◆ EXERCISE AIM ◆
Take the listing below and output it again exactly.

◆ INPUT RECORDS ◆
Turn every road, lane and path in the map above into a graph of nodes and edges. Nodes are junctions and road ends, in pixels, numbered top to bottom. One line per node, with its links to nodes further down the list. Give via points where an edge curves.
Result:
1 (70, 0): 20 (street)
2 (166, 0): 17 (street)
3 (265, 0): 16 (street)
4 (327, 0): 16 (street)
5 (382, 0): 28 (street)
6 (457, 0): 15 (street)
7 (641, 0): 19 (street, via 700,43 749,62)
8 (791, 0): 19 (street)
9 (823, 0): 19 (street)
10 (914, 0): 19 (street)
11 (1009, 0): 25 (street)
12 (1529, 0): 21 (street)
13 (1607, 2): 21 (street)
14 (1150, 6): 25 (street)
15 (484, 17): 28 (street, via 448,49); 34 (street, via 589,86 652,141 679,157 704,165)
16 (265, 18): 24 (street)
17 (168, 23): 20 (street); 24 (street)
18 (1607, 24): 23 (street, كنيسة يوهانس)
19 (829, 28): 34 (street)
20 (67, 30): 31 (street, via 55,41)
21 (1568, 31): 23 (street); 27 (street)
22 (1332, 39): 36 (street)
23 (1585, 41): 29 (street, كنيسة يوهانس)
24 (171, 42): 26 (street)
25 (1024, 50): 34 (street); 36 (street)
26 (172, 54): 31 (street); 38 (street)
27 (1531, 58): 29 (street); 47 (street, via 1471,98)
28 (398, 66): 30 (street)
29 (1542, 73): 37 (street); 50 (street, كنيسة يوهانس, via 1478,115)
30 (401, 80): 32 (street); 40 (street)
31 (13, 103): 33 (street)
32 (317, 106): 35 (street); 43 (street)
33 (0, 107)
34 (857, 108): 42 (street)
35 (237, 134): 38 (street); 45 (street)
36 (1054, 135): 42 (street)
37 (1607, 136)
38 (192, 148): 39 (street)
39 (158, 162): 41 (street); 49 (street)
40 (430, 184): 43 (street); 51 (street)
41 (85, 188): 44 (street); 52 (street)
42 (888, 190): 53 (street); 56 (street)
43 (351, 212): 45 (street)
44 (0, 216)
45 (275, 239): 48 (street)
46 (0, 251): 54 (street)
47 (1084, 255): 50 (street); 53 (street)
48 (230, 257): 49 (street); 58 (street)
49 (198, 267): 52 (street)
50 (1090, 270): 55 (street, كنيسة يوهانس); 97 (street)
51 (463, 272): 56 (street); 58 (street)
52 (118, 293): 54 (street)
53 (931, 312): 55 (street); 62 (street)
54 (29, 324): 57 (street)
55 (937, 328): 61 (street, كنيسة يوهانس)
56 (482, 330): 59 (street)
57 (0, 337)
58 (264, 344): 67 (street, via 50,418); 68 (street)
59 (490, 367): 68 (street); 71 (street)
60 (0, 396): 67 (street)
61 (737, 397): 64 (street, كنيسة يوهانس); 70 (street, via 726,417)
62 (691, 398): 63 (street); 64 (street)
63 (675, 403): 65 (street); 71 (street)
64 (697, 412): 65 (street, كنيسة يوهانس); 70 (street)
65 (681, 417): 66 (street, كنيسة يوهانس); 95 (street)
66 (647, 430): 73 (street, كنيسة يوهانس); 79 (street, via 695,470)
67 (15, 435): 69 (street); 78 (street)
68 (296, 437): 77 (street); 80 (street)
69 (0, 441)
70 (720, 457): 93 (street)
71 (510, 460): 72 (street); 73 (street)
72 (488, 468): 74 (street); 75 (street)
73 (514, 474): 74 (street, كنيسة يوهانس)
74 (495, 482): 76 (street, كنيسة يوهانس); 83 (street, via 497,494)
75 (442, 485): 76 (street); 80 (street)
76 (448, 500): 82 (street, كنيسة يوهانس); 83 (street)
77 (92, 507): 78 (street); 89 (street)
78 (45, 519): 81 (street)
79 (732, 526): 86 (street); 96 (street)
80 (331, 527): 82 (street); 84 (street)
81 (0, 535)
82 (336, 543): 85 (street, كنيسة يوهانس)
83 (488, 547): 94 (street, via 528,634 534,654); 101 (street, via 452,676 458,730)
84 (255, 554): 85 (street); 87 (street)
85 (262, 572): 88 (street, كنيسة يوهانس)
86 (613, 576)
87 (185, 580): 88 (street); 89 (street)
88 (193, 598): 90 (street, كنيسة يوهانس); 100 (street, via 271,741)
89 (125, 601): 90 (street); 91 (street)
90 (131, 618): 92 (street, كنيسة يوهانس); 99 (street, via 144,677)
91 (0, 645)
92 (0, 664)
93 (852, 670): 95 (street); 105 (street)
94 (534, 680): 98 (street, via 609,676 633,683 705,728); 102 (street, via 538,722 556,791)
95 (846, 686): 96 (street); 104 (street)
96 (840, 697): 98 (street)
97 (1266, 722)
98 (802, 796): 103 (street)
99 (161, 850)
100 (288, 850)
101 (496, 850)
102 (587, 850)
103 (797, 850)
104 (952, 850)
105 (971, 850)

◆ OUTPUT OF THE TASK ◆
Turn every road, lane and path in the map above into a graph of nodes and edges. Nodes are junctions and road ends, in pixels, numbered top to bottom. One line per node, with its links to nodes further down the list. Give via points where an edge curves.
Result:
1 (70, 0): 20 (street)
2 (166, 0): 17 (street)
3 (265, 0): 16 (street)
4 (327, 0): 16 (street)
5 (382, 0): 28 (street)
6 (457, 0): 15 (street)
7 (641, 0): 19 (street, via 700,43 749,62)
8 (791, 0): 19 (street)
9 (823, 0): 19 (street)
10 (914, 0): 19 (street)
11 (1009, 0): 25 (street)
12 (1529, 0): 21 (street)
13 (1607, 2): 21 (street)
14 (1150, 6): 25 (street)
15 (484, 17): 28 (street, via 448,49); 34 (street, via 589,86 652,141 679,157 704,165)
16 (265, 18): 24 (street)
17 (168, 23): 20 (street); 24 (street)
18 (1607, 24): 23 (street, كنيسة يوهانس)
19 (829, 28): 34 (street)
20 (67, 30): 31 (street, via 55,41)
21 (1568, 31): 23 (street); 27 (street)
22 (1332, 39): 36 (street)
23 (1585, 41): 29 (street, كنيسة يوهانس)
24 (171, 42): 26 (street)
25 (1024, 50): 34 (street); 36 (street)
26 (172, 54): 31 (street); 38 (street)
27 (1531, 58): 29 (street); 47 (street, via 1471,98)
28 (398, 66): 30 (street)
29 (1542, 73): 37 (street); 50 (street, كنيسة يوهانس, via 1478,115)
30 (401, 80): 32 (street); 40 (street)
31 (13, 103): 33 (street)
32 (317, 106): 35 (street); 43 (street)
33 (0, 107)
34 (857, 108): 42 (street)
35 (237, 134): 38 (street); 45 (street)
36 (1054, 135): 42 (street)
37 (1607, 136)
38 (192, 148): 39 (street)
39 (158, 162): 41 (street); 49 (street)
40 (430, 184): 43 (street); 51 (street)
41 (85, 188): 44 (street); 52 (street)
42 (888, 190): 53 (street); 56 (street)
43 (351, 212): 45 (street)
44 (0, 216)
45 (275, 239): 48 (street)
46 (0, 251): 54 (street)
47 (1084, 255): 50 (street); 53 (street)
48 (230, 257): 49 (street); 58 (street)
49 (198, 267): 52 (street)
50 (1090, 270): 55 (street, كنيسة يوهانس); 97 (street)
51 (463, 272): 56 (street); 58 (street)
52 (118, 293): 54 (street)
53 (931, 312): 55 (street); 62 (street)
54 (29, 324): 57 (street)
55 (937, 328): 61 (street, كنيسة يوهانس)
56 (482, 330): 59 (street)
57 (0, 337)
58 (264, 344): 67 (street, via 50,418); 68 (street)
59 (490, 367): 68 (street); 71 (street)
60 (0, 396): 67 (street)
61 (737, 397): 64 (street, كنيسة يوهانس); 70 (street, via 726,417)
62 (691, 398): 63 (street); 64 (street)
63 (675, 403): 65 (street); 71 (street)
64 (697, 412): 65 (street, كنيسة يوهانس); 70 (street)
65 (681, 417): 66 (street, كنيسة يوهانس); 95 (street)
66 (647, 430): 73 (street, كنيسة يوهانس); 79 (street, via 695,470)
67 (15, 435): 69 (street); 78 (street)
68 (296, 437): 77 (street); 80 (street)
69 (0, 441)
70 (720, 457): 93 (street)
71 (510, 460): 72 (street); 73 (street)
72 (488, 468): 74 (street); 75 (street)
73 (514, 474): 74 (street, كنيسة يوهانس)
74 (495, 482): 76 (street, كنيسة يوهانس); 83 (street, via 497,494)
75 (442, 485): 76 (street); 80 (street)
76 (448, 500): 82 (street, كنيسة يوهانس); 83 (street)
77 (92, 507): 78 (street); 89 (street)
78 (45, 519): 81 (street)
79 (732, 526): 86 (street); 96 (street)
80 (331, 527): 82 (street); 84 (street)
81 (0, 535)
82 (336, 543): 85 (street, كنيسة يوهانس)
83 (488, 547): 94 (street, via 528,634 534,654); 101 (street, via 452,676 458,730)
84 (255, 554): 85 (street); 87 (street)
85 (262, 572): 88 (street, كنيسة يوهانس)
86 (613, 576)
87 (185, 580): 88 (street); 89 (street)
88 (193, 598): 90 (street, كنيسة يوهانس); 100 (street, via 271,741)
89 (125, 601): 90 (street); 91 (street)
90 (131, 618): 92 (street, كنيسة يوهانس); 99 (street, via 144,677)
91 (0, 645)
92 (0, 664)
93 (852, 670): 95 (street); 105 (street)
94 (534, 680): 98 (street, via 609,676 633,683 705,728); 102 (street, via 538,722 556,791)
95 (846, 686): 96 (street); 104 (street)
96 (840, 697): 98 (street)
97 (1266, 722)
98 (802, 796): 103 (street)
99 (161, 850)
100 (288, 850)
101 (496, 850)
102 (587, 850)
103 (797, 850)
104 (952, 850)
105 (971, 850)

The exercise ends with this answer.